Genetic testing is often part of the process of DMD diagnosis. These tests can determine whether a person has gene changes that could cause DMD for themselves, their children, or their grandchildren.

How Do Genes Cause DMD?

DMD is caused by mutations in the dystrophin gene. This gene tells your body how to produce a protein called dystrophin, which helps hold muscle fibers in place. It also allows your muscles — including your heart muscle — to move properly without being damaged.

DMD develops when the dystrophin gene contains errors that prevent cells from making normal dystrophin protein. So far, researchers have found more than 2,000 mutations that lead to DMD and a related condition, Becker muscular dystrophy (BMD). These mutations often cause deletions — erasure of part of the dystrophin — although there are some other types of changes.

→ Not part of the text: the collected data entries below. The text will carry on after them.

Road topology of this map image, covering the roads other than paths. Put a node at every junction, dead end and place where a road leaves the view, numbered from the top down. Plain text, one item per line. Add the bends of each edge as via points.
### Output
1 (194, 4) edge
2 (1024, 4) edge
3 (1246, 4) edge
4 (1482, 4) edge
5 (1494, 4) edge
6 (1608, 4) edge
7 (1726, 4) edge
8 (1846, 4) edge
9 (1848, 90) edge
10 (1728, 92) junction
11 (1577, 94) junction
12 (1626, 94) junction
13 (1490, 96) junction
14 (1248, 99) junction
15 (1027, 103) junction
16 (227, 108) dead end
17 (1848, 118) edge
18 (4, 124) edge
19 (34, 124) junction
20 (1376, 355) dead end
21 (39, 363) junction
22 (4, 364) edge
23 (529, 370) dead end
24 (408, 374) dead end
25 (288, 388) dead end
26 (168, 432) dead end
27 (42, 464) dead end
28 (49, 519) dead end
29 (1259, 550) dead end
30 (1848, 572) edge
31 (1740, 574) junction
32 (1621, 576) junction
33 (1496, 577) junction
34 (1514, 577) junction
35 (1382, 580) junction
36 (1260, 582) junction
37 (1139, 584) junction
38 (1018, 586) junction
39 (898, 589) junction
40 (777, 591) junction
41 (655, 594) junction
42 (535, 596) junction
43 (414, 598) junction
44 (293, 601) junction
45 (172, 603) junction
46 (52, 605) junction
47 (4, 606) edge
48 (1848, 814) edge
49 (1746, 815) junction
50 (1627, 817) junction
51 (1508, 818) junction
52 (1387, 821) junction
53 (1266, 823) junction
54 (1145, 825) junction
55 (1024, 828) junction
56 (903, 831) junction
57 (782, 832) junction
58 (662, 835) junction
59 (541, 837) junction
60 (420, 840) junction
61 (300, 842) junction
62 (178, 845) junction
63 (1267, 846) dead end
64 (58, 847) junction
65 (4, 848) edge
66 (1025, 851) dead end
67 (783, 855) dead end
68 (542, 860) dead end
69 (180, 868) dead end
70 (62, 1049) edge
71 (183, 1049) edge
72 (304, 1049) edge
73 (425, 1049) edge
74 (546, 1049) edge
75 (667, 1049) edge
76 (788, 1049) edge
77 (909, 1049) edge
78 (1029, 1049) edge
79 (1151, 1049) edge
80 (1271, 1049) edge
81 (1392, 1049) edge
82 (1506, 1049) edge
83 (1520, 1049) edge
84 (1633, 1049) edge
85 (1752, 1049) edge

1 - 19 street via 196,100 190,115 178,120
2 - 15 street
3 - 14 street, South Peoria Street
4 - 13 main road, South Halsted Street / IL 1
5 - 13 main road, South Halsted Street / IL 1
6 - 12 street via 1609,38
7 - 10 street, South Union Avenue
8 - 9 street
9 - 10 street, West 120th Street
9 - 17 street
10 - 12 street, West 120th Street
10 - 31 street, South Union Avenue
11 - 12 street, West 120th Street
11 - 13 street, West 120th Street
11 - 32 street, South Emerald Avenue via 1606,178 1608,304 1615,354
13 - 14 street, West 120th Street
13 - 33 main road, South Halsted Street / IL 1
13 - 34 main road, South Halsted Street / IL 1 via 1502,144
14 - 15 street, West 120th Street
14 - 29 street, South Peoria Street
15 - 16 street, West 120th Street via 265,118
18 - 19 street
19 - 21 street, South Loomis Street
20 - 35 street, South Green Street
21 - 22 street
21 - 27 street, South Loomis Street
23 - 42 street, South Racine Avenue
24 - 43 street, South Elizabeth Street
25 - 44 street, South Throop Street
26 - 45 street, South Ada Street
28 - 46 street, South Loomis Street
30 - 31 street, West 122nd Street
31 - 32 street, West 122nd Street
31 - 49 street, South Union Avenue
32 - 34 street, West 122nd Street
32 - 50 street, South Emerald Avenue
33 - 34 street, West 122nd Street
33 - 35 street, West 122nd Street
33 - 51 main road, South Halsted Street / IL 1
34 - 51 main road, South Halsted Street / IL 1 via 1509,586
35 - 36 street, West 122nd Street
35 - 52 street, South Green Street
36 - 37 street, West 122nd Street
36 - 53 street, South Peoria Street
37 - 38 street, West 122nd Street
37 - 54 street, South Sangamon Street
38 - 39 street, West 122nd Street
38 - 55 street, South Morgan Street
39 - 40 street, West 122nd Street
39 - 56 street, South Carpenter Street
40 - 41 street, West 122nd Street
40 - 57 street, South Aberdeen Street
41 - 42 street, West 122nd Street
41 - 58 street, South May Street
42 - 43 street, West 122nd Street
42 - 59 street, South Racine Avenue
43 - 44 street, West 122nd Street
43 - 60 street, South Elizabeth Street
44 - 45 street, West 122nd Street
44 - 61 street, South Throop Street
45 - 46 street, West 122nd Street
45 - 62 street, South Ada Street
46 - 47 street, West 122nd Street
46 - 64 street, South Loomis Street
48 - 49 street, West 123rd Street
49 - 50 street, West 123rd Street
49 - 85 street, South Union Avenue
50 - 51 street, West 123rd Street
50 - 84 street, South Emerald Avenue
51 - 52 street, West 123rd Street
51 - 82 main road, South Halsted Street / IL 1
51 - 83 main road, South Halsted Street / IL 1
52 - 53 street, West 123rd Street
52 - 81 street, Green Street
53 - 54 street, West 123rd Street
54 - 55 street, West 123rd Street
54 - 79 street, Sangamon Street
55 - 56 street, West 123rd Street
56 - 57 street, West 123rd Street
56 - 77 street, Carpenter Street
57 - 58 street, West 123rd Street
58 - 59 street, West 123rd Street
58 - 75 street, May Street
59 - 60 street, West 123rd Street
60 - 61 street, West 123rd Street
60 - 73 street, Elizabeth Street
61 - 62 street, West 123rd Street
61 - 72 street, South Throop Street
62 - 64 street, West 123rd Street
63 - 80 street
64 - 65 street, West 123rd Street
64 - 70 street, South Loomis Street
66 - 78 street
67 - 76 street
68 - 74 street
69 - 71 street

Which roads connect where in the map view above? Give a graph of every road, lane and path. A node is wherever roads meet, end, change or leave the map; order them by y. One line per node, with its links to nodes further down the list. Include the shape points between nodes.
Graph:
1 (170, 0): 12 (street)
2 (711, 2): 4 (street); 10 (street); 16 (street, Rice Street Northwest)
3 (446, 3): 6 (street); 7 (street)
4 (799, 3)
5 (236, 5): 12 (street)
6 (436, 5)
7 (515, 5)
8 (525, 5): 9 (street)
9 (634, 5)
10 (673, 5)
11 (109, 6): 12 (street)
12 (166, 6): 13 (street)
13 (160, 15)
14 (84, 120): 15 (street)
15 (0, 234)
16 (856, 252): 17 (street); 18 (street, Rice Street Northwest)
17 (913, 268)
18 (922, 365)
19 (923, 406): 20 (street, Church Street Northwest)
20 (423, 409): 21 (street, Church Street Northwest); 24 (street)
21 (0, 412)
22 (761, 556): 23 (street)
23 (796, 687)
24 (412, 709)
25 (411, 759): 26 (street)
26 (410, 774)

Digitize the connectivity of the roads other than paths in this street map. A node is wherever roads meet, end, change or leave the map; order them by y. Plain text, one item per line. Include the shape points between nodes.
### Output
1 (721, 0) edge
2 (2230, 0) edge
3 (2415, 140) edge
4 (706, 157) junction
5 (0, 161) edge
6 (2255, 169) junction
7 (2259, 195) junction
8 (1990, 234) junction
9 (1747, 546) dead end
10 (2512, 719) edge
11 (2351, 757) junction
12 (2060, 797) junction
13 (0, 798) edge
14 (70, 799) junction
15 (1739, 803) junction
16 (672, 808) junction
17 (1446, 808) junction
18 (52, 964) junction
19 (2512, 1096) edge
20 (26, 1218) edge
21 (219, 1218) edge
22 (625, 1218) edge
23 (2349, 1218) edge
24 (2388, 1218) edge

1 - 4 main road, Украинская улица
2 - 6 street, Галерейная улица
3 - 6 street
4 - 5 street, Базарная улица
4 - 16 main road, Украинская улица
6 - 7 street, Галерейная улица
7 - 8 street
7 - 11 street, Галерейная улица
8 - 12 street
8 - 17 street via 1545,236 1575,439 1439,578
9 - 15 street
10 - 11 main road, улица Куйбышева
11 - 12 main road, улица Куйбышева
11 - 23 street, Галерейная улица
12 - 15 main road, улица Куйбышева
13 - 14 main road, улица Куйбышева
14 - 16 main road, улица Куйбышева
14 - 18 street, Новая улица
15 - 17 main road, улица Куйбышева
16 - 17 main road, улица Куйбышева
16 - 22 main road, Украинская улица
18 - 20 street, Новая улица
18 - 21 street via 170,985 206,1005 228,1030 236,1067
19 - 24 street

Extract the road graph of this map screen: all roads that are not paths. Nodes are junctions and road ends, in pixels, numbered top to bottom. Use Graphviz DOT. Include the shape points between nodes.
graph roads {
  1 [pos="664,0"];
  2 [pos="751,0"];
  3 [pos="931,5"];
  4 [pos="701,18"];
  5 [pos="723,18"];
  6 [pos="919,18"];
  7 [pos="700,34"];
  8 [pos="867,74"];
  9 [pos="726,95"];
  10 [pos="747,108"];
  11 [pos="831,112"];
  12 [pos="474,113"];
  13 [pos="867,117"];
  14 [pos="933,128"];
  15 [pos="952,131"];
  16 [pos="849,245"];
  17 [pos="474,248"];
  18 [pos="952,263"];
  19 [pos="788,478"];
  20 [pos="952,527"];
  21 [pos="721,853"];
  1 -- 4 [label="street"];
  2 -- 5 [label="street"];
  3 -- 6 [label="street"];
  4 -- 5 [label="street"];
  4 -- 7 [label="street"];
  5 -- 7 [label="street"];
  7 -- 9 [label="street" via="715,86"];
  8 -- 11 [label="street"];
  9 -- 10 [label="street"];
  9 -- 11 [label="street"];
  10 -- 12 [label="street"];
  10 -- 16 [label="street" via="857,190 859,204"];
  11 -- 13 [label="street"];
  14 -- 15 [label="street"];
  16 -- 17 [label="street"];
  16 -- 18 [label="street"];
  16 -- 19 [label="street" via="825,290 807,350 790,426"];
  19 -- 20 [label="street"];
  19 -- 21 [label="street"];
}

In people with DMD, the muscle cells can’t make enough normal dystrophin protein. When the child moves their muscles, their cells are left unprotected. The muscles then develop tears or can’t attach to the surrounding tissue as well as they should. Over time, the injured muscle cells die and are replaced with fat or scar tissue. This is why people with DMD lose muscle. Progressive muscle weakness is one of the main symptoms of DMD, especially if you notice it in your child’s legs and pelvis.

How Is DMD Inherited?

DMD is often caused by gene mutations that are passed down within families. These changes — also called germline or inherited mutations — are present in all of a child’s cells at birth. If you have inherited mutations, you can also pass them down to your children.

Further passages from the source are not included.